- **RECORDED INFORMATION**

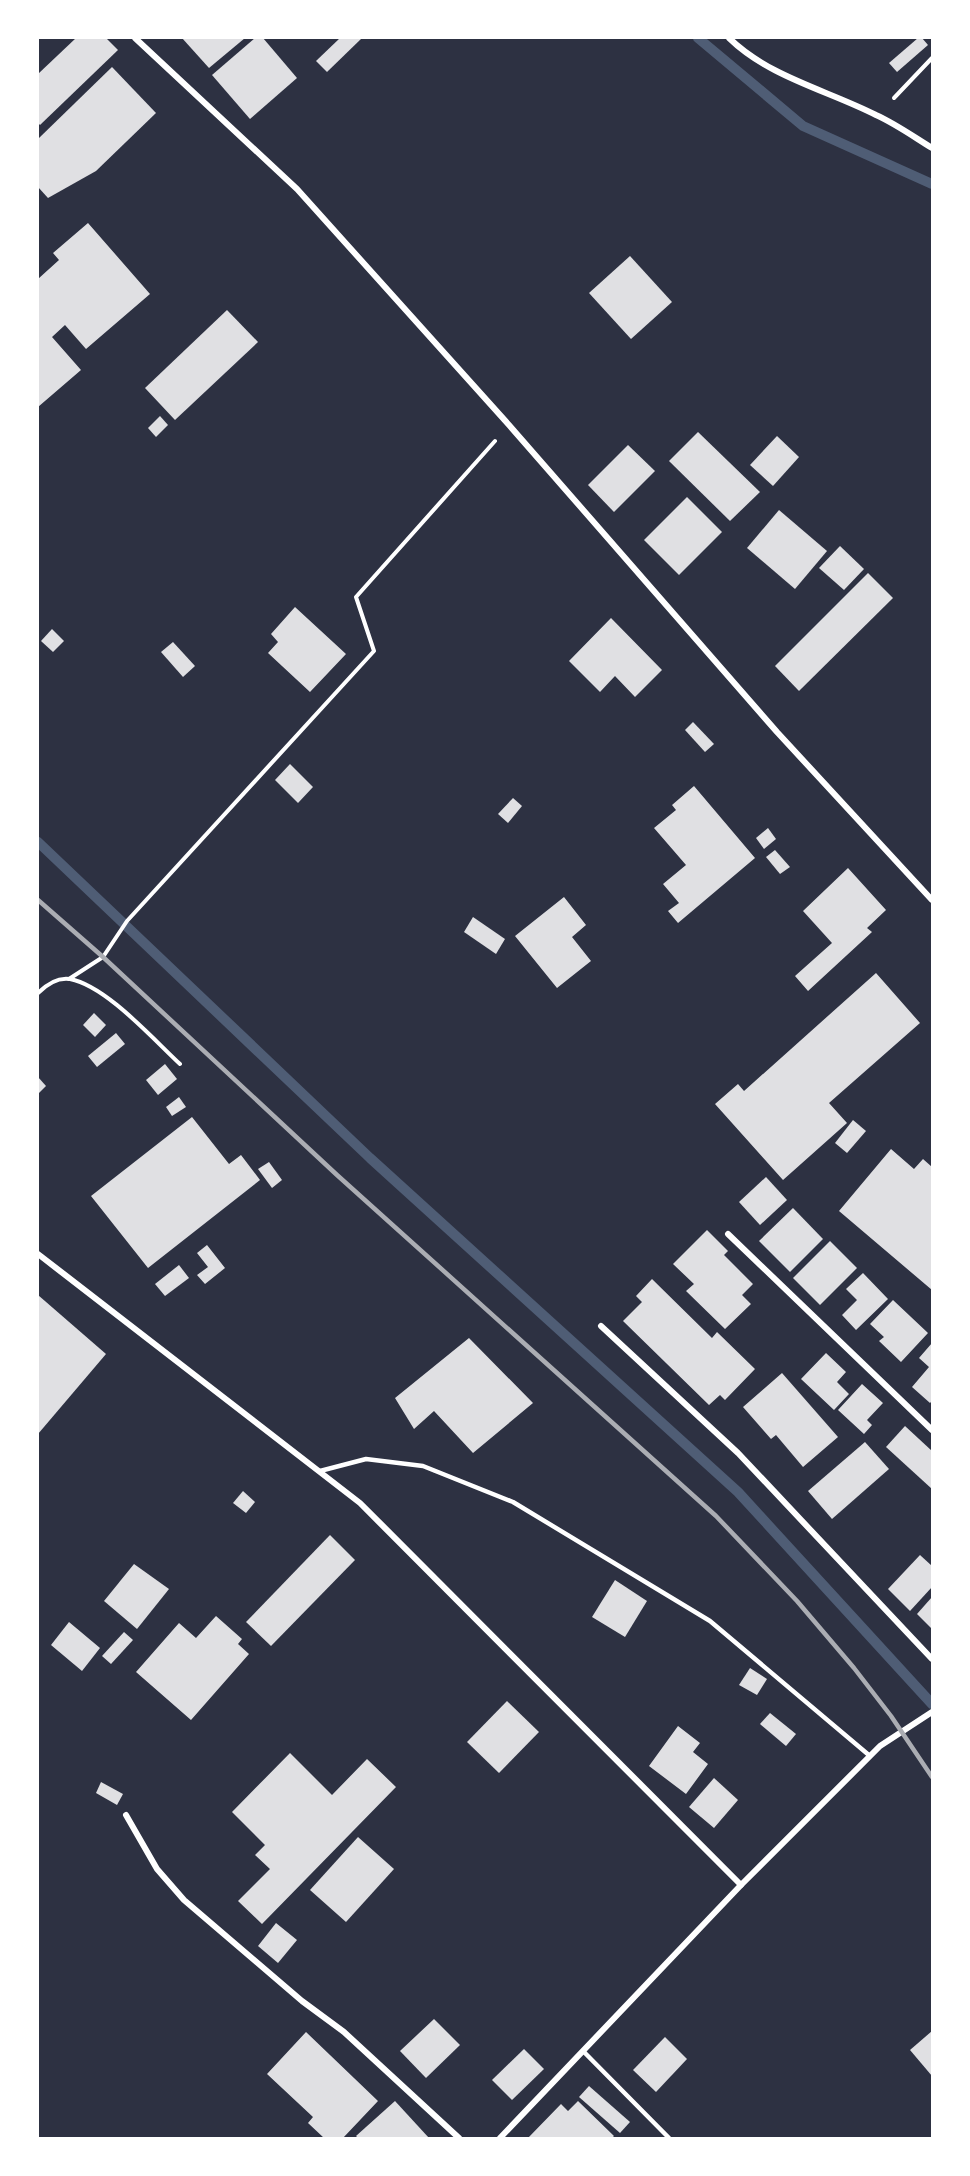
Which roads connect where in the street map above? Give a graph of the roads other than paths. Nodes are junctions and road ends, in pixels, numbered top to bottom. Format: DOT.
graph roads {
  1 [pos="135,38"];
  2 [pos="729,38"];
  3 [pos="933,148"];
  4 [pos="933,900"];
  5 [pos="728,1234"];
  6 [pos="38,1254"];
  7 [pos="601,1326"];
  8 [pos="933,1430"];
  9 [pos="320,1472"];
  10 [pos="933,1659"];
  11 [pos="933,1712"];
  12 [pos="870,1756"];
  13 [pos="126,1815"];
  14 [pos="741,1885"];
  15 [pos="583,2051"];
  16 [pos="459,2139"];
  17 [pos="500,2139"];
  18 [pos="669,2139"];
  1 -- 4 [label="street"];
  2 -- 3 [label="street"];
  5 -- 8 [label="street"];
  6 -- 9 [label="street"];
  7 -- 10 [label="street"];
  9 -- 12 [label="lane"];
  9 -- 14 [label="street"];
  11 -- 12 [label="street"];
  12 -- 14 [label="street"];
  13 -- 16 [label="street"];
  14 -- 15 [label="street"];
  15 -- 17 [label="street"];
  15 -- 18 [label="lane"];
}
---
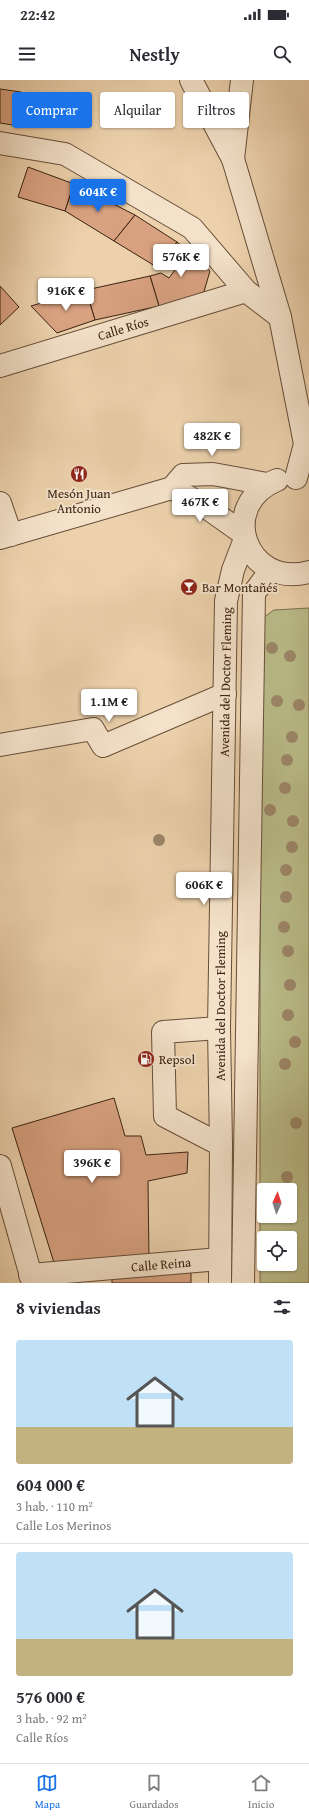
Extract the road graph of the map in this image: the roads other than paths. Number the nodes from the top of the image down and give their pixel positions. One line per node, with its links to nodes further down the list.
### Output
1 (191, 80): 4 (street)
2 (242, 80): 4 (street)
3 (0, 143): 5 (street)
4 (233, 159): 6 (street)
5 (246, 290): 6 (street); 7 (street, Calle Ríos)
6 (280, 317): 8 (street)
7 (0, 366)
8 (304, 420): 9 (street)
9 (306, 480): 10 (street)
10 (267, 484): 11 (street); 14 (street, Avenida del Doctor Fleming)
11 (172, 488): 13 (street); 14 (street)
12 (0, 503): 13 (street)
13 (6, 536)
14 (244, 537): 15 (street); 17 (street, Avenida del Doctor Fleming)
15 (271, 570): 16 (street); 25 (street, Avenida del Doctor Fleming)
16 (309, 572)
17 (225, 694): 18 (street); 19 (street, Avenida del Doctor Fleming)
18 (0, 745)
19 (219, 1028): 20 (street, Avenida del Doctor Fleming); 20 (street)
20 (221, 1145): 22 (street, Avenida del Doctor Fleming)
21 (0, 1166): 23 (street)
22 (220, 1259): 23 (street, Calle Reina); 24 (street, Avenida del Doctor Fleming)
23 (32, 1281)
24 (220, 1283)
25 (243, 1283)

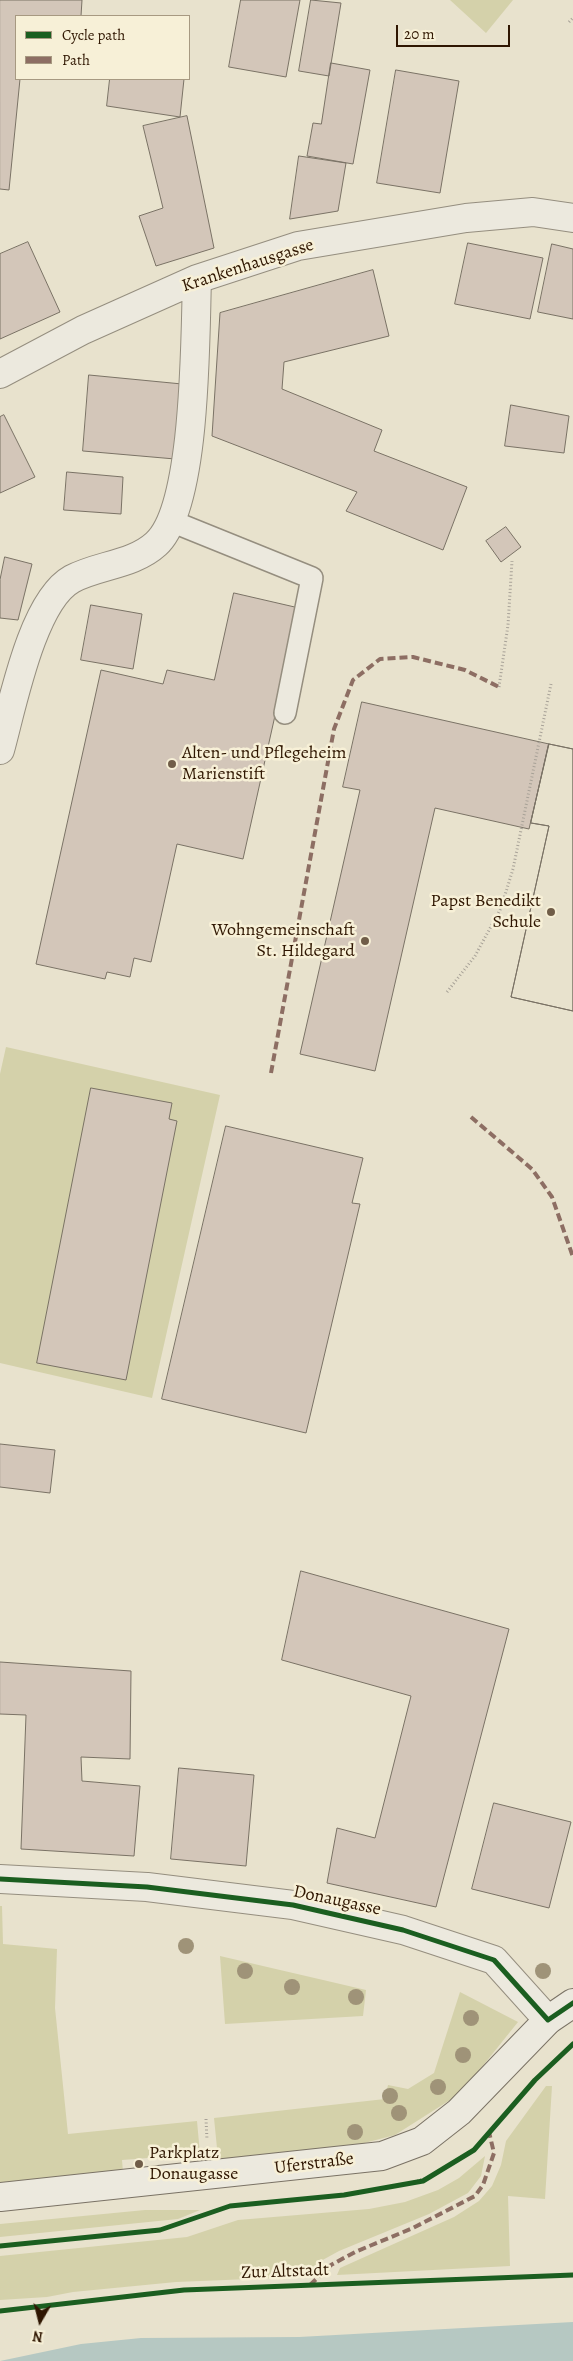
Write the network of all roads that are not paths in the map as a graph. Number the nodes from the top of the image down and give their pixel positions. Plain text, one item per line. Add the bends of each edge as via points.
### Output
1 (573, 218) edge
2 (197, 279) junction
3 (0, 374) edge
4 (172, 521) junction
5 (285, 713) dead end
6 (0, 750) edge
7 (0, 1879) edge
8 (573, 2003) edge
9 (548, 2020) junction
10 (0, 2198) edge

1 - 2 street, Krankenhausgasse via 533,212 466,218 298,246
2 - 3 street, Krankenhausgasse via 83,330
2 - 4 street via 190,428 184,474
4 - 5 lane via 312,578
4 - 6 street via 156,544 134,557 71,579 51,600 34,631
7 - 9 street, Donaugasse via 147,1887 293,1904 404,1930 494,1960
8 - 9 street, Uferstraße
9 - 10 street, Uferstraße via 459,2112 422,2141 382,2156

- **REQUIRED WORK**
The output is the stretch above from the line with "Extract the road" through the line with "Write the network", copied word for word with both ends kept and every picture dropped.

- **EXERCISE SOLUTION**
Extract the road graph of the map in this image: the roads other than paths. Number the nodes from the top of the image down and give their pixel positions. One line per node, with its links to nodes further down the list.
### Output
1 (191, 80): 4 (street)
2 (242, 80): 4 (street)
3 (0, 143): 5 (street)
4 (233, 159): 6 (street)
5 (246, 290): 6 (street); 7 (street, Calle Ríos)
6 (280, 317): 8 (street)
7 (0, 366)
8 (304, 420): 9 (street)
9 (306, 480): 10 (street)
10 (267, 484): 11 (street); 14 (street, Avenida del Doctor Fleming)
11 (172, 488): 13 (street); 14 (street)
12 (0, 503): 13 (street)
13 (6, 536)
14 (244, 537): 15 (street); 17 (street, Avenida del Doctor Fleming)
15 (271, 570): 16 (street); 25 (street, Avenida del Doctor Fleming)
16 (309, 572)
17 (225, 694): 18 (street); 19 (street, Avenida del Doctor Fleming)
18 (0, 745)
19 (219, 1028): 20 (street, Avenida del Doctor Fleming); 20 (street)
20 (221, 1145): 22 (street, Avenida del Doctor Fleming)
21 (0, 1166): 23 (street)
22 (220, 1259): 23 (street, Calle Reina); 24 (street, Avenida del Doctor Fleming)
23 (32, 1281)
24 (220, 1283)
25 (243, 1283)

Write the network of all roads that are not paths in the map as a graph. Number the nodes from the top of the image down and give their pixel positions. Plain text, one item per line. Add the bends of each edge as via points.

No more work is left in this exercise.